In Thomas Kinsella's "The Chrysalids," the speaker describes his or her "last free summer," a time when one can wake up at any hour (Stanza Three) or pedal slowly because he possesses no urgency to get anywhere quickly. While the literal definition of a chrysalid is the cocoon stage of a moth or butterfly, Kinsella's poem connects better with the figurative meaning of the word: a protective stage of development.
During the poem's glorious summer, after the speaker and his friends spend the day relaxing and exploring, they are greeted with "milk"--the chosen drink for developing humans--and he realizes that he was allowed
"to experience / A tolerance [he] shall never know again" (Stanza Four).
Kinsella uses the chrysalid time of life to demonstrate that humans often do not appreciate the wonders of their cocoon stage of life until they have left it behind. He contrasts this naivety with how the speaker and his comrads are greeted by adults.

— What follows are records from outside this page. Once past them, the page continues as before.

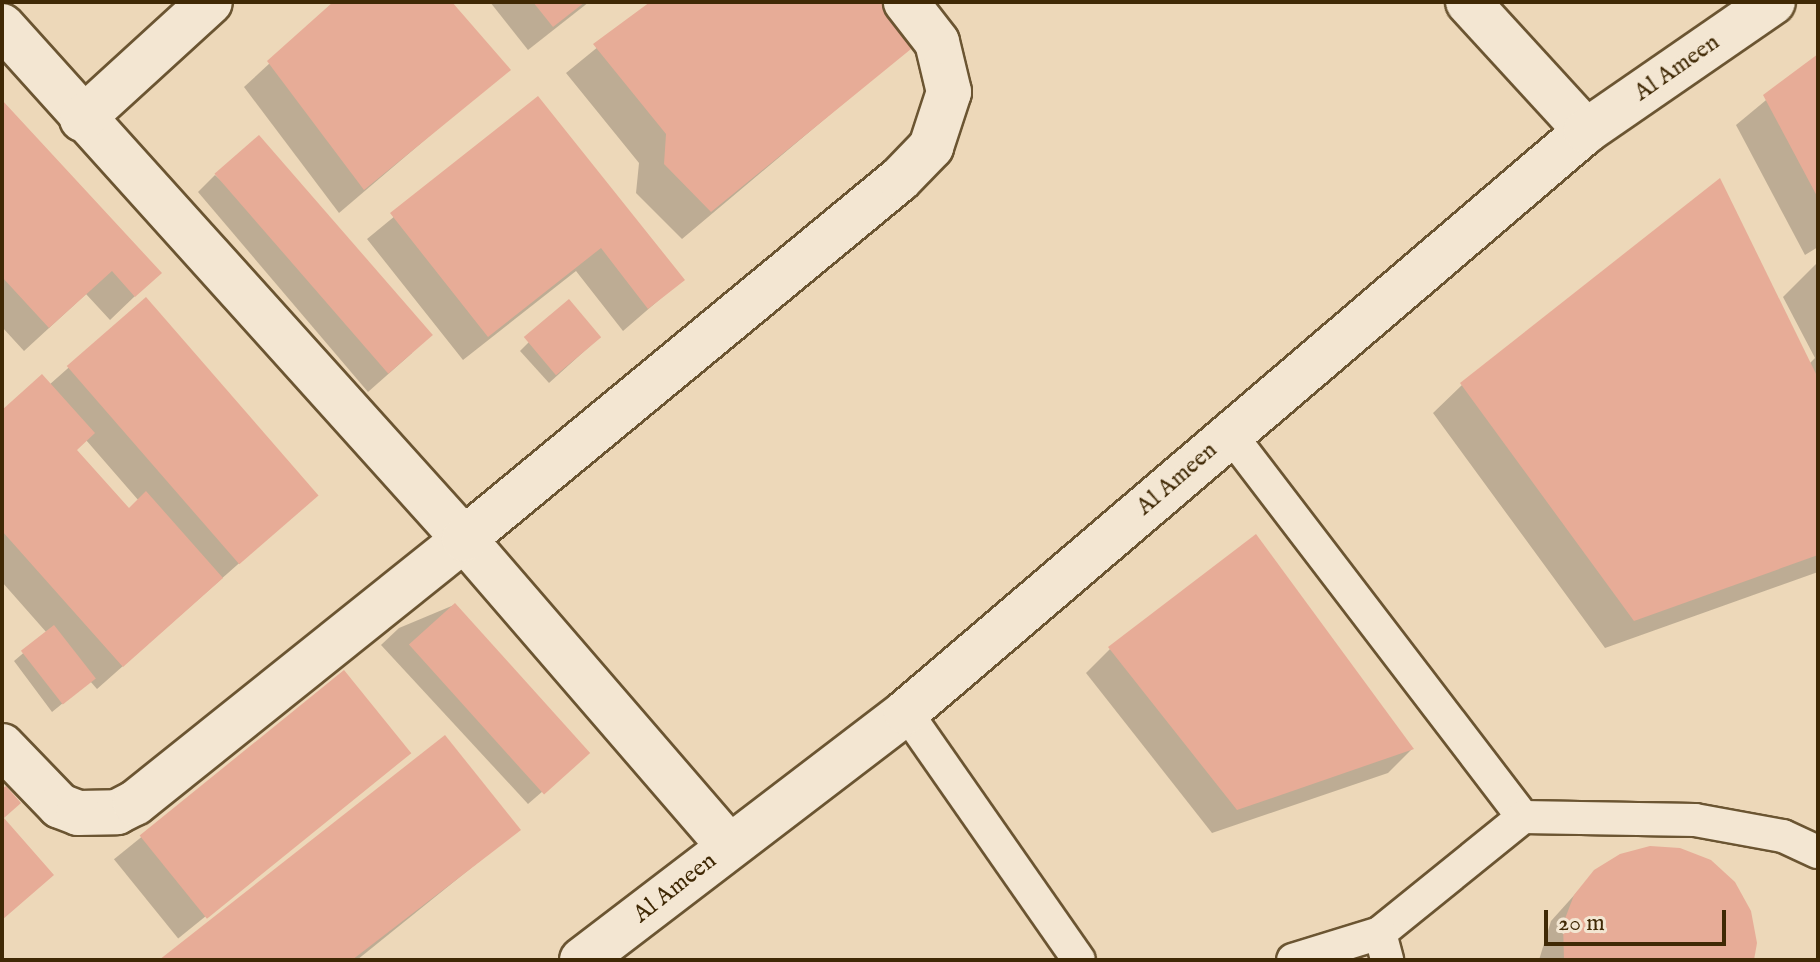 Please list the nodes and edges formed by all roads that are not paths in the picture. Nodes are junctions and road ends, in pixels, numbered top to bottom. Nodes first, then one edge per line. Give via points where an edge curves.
1 (210, 2) edge
2 (906, 2) edge
3 (1468, 2) edge
4 (1773, 2) edge
5 (2, 26) edge
6 (82, 119) junction
7 (1586, 131) junction
8 (1230, 434) junction
9 (464, 539) junction
10 (906, 712) junction
11 (2, 746) edge
12 (1523, 817) junction
13 (729, 846) junction
14 (1818, 852) edge
15 (1384, 946) edge
16 (582, 960) edge
17 (1079, 960) edge
18 (1293, 960) edge

1 - 6 street
2 - 9 street via 937,42 949,92 931,147 900,179
3 - 7 street
4 - 7 street, Al Ameen
5 - 6 street
6 - 9 street
7 - 8 street, Al Ameen
8 - 10 street, Al Ameen
8 - 12 lane
9 - 11 street via 135,803 117,812 78,813 60,806
9 - 13 street
10 - 13 street, Al Ameen
10 - 17 lane
12 - 14 lane via 1695,820 1783,836
12 - 15 lane
13 - 16 street, Al Ameen
15 - 18 lane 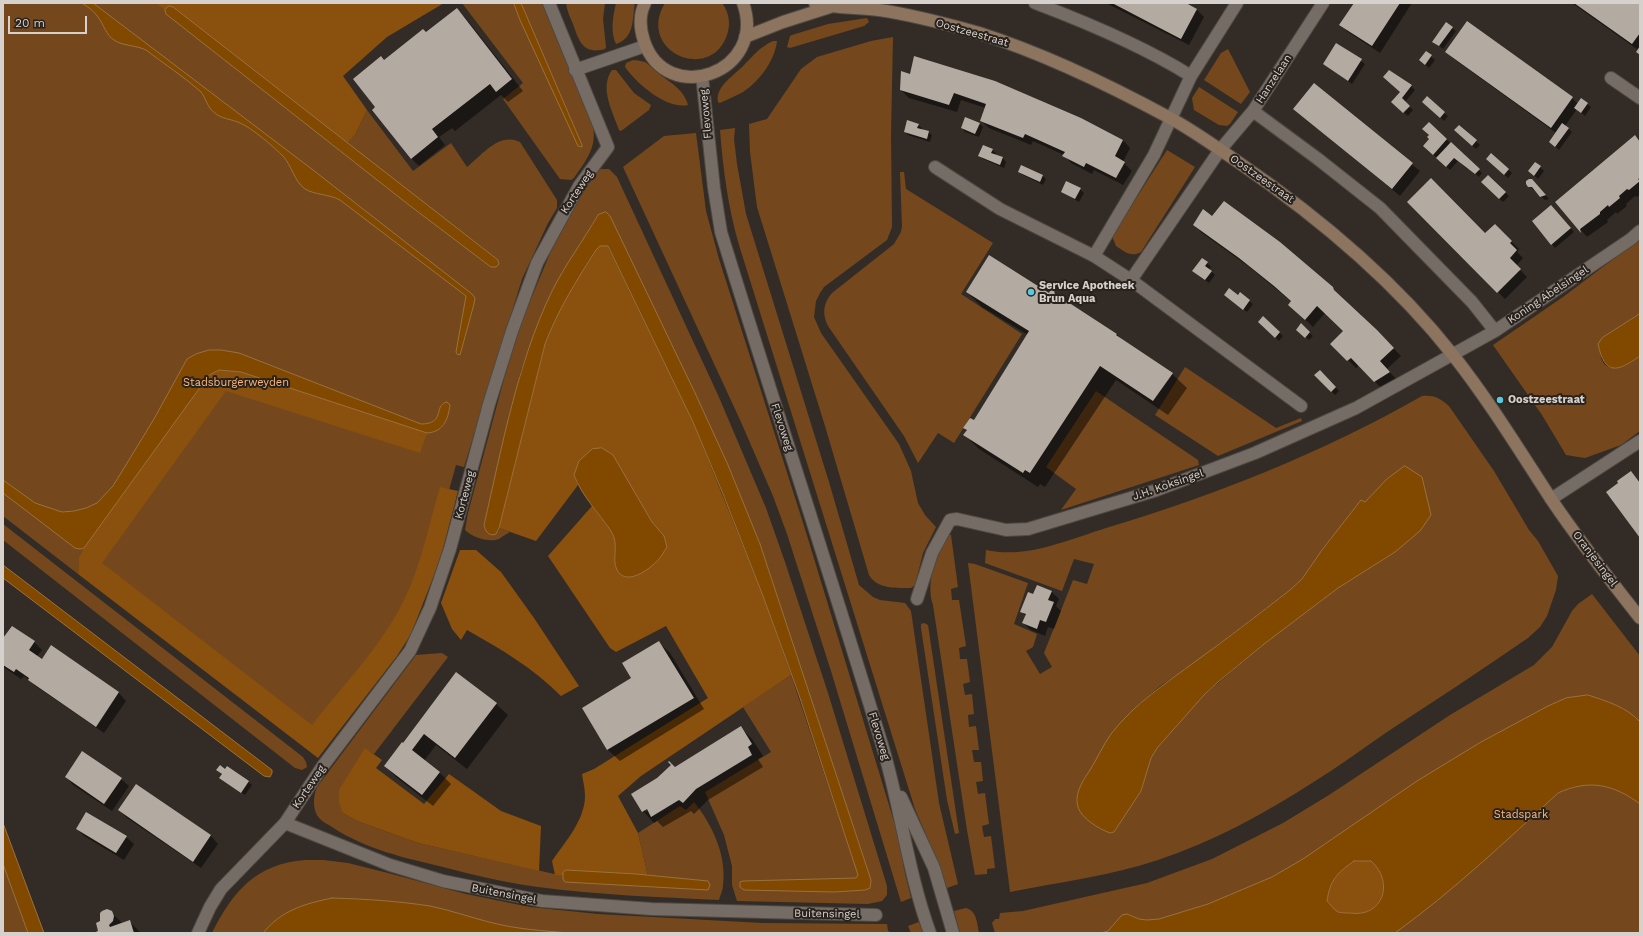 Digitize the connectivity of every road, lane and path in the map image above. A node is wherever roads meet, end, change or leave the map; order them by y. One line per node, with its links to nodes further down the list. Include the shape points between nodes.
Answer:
1 (549, 3): 12 (street)
2 (645, 3): 11 (street, via 640,20)
3 (743, 3): 10 (street)
4 (816, 3): 9 (street, Oostzeestraat)
5 (1035, 3): 14 (street, via 1116,37)
6 (1237, 3): 14 (street)
7 (1323, 3): 17 (street, Hanzelaan)
8 (876, 6): 9 (street, Oostzeestraat); 18 (street, Oostzeestraat, via 1012,44 1082,74)
9 (830, 7): 10 (street, Oostzeestraat)
10 (746, 37): 13 (street, via 733,60 723,68)
11 (645, 46): 12 (street); 13 (street, via 652,57 673,73 685,77)
12 (576, 70): 32 (street, Korteweg, via 608,148 579,186 537,263 489,404 450,549 430,608 410,651 322,767)
13 (702, 76): 31 (street, Flevoweg, via 721,232)
14 (1192, 76): 18 (street)
15 (1611, 78): 16 (street)
16 (1640, 98)
17 (1253, 111): 19 (street, Hanzelaan); 24 (street, via 1380,208 1472,302)
18 (1172, 119): 19 (street, Oostzeestraat); 22 (street, via 1154,155)
19 (1220, 150): 23 (street, Oostzeestraat); 25 (street, Oostzeestraat, via 1302,208 1348,246 1386,281)
20 (935, 167): 22 (street, via 1000,209)
21 (1640, 231): 24 (street, Koning Abelsingel)
22 (1094, 256): 23 (street)
23 (1131, 280): 26 (street)
24 (1495, 331): 25 (street, Koning Abelsingel)
25 (1452, 354): 28 (street, Oostzeestraat, via 1503,425); 29 (street, J.H. Koksingel, via 1356,408 1255,453 1157,490 1028,529 1006,530 958,519 950,520 932,553)
26 (1301, 406)
27 (1640, 441): 28 (street)
28 (1551, 499): 30 (street, Oranjesingel, via 1597,564)
29 (917, 599)
30 (1640, 618)
31 (890, 772): 35 (street, Flevoweg, via 912,875); 36 (street, Flevoweg, via 934,868)
32 (285, 823): 33 (street, Buitensingel, via 390,865 443,881 542,901 652,909); 34 (street, via 221,889)
33 (876, 915)
34 (198, 933)
35 (930, 933)
36 (953, 933) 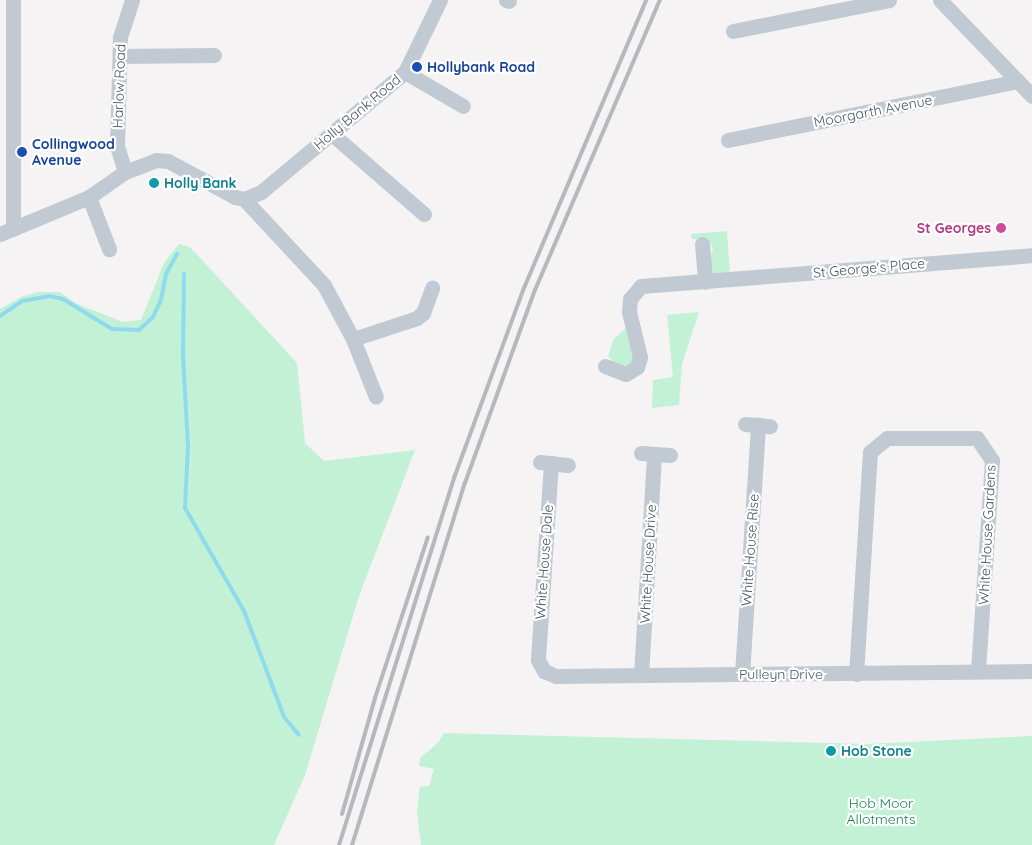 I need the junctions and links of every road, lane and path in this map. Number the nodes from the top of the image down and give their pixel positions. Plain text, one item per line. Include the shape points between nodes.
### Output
1 (13, 0) edge
2 (132, 0) edge
3 (440, 0) edge
4 (889, 0) edge
5 (940, 0) edge
6 (733, 31) dead end
7 (214, 55) dead end
8 (120, 56) junction
9 (405, 72) junction
10 (1018, 81) junction
11 (1032, 96) edge
12 (463, 106) dead end
13 (332, 134) junction
14 (728, 140) dead end
15 (126, 172) junction
16 (89, 197) junction
17 (244, 199) junction
18 (424, 214) dead end
19 (7, 232) edge
20 (702, 244) dead end
21 (108, 249) dead end
22 (1032, 255) edge
23 (705, 282) junction
24 (432, 288) dead end
25 (353, 339) junction
26 (605, 366) dead end
27 (376, 397) dead end
28 (758, 425) dead end
29 (670, 455) dead end
30 (568, 465) dead end
31 (538, 660) joint
32 (978, 671) junction
33 (1032, 671) edge
34 (742, 674) junction
35 (856, 674) junction
36 (641, 675) junction

1 - 19 street
2 - 8 street, Harlow Road via 122,29
3 - 9 street, Holly Bank Road
4 - 6 street
5 - 10 street
7 - 8 street
8 - 15 street, Harlow Road via 116,145
9 - 12 street
9 - 13 street, Holly Bank Road
10 - 11 street
10 - 14 street, Moorgarth Avenue
13 - 17 street, Holly Bank Road via 261,192
13 - 18 street
15 - 16 street
15 - 17 street via 146,162 168,161
16 - 19 street
16 - 21 street
17 - 25 street via 324,285
20 - 23 street
22 - 23 street, St George's Place
23 - 26 street, St George's Place via 650,285 635,291 629,312 640,357 637,367 626,374
24 - 25 street via 423,313 417,318
25 - 27 street
28 - 34 street, White House Rise
29 - 36 street, White House Drive via 648,453
30 - 31 street, White House Dale via 545,463
31 - 36 street, Pulleyn Drive via 544,671 556,676
32 - 33 street, Pulleyn Drive
32 - 35 street, Pulleyn Drive
32 - 35 street, White House Gardens via 992,460 977,438 887,438 870,452
34 - 35 street, Pulleyn Drive
34 - 36 street, Pulleyn Drive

In Stanza Three, they are
"received with womanly mockery into the kitchen, / Like calves poking [their] faces in with enormous hunger."
The poet notes that adults respond with fondness and humor to the innocence and abandonment with which the speaker lives his life, encouraging him to take full advantage of it before it vanishes. The adult "moths" realize that they can never again return to the chrysalid state.